● **Task item**: Write out the whole listing exactly as it stands.

● **Information**:

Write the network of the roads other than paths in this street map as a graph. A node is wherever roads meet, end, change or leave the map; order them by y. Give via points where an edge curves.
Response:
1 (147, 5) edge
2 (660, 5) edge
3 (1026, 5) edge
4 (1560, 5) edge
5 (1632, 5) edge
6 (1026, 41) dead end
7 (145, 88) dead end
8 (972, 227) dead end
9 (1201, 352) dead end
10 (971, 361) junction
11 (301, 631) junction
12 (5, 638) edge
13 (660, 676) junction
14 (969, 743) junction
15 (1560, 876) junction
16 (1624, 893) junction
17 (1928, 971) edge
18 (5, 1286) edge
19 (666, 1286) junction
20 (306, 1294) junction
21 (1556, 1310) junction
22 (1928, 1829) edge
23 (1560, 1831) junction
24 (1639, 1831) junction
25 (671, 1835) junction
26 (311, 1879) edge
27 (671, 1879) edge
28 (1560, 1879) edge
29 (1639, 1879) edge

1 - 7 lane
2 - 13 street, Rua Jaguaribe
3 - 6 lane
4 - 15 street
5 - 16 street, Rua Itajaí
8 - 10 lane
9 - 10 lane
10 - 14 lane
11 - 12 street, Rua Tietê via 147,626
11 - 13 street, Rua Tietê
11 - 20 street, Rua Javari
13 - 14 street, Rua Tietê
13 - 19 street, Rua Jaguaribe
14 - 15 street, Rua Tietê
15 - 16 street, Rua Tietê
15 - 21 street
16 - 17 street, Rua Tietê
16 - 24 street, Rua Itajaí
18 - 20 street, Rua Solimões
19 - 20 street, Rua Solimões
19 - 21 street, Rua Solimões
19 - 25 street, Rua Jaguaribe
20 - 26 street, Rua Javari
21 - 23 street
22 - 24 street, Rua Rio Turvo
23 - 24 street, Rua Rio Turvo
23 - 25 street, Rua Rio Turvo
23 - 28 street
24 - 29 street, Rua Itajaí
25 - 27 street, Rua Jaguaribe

● **Written solution**:
Write the network of the roads other than paths in this street map as a graph. A node is wherever roads meet, end, change or leave the map; order them by y. Give via points where an edge curves.
Response:
1 (147, 5) edge
2 (660, 5) edge
3 (1026, 5) edge
4 (1560, 5) edge
5 (1632, 5) edge
6 (1026, 41) dead end
7 (145, 88) dead end
8 (972, 227) dead end
9 (1201, 352) dead end
10 (971, 361) junction
11 (301, 631) junction
12 (5, 638) edge
13 (660, 676) junction
14 (969, 743) junction
15 (1560, 876) junction
16 (1624, 893) junction
17 (1928, 971) edge
18 (5, 1286) edge
19 (666, 1286) junction
20 (306, 1294) junction
21 (1556, 1310) junction
22 (1928, 1829) edge
23 (1560, 1831) junction
24 (1639, 1831) junction
25 (671, 1835) junction
26 (311, 1879) edge
27 (671, 1879) edge
28 (1560, 1879) edge
29 (1639, 1879) edge

1 - 7 lane
2 - 13 street, Rua Jaguaribe
3 - 6 lane
4 - 15 street
5 - 16 street, Rua Itajaí
8 - 10 lane
9 - 10 lane
10 - 14 lane
11 - 12 street, Rua Tietê via 147,626
11 - 13 street, Rua Tietê
11 - 20 street, Rua Javari
13 - 14 street, Rua Tietê
13 - 19 street, Rua Jaguaribe
14 - 15 street, Rua Tietê
15 - 16 street, Rua Tietê
15 - 21 street
16 - 17 street, Rua Tietê
16 - 24 street, Rua Itajaí
18 - 20 street, Rua Solimões
19 - 20 street, Rua Solimões
19 - 21 street, Rua Solimões
19 - 25 street, Rua Jaguaribe
20 - 26 street, Rua Javari
21 - 23 street
22 - 24 street, Rua Rio Turvo
23 - 24 street, Rua Rio Turvo
23 - 25 street, Rua Rio Turvo
23 - 28 street
24 - 29 street, Rua Itajaí
25 - 27 street, Rua Jaguaribe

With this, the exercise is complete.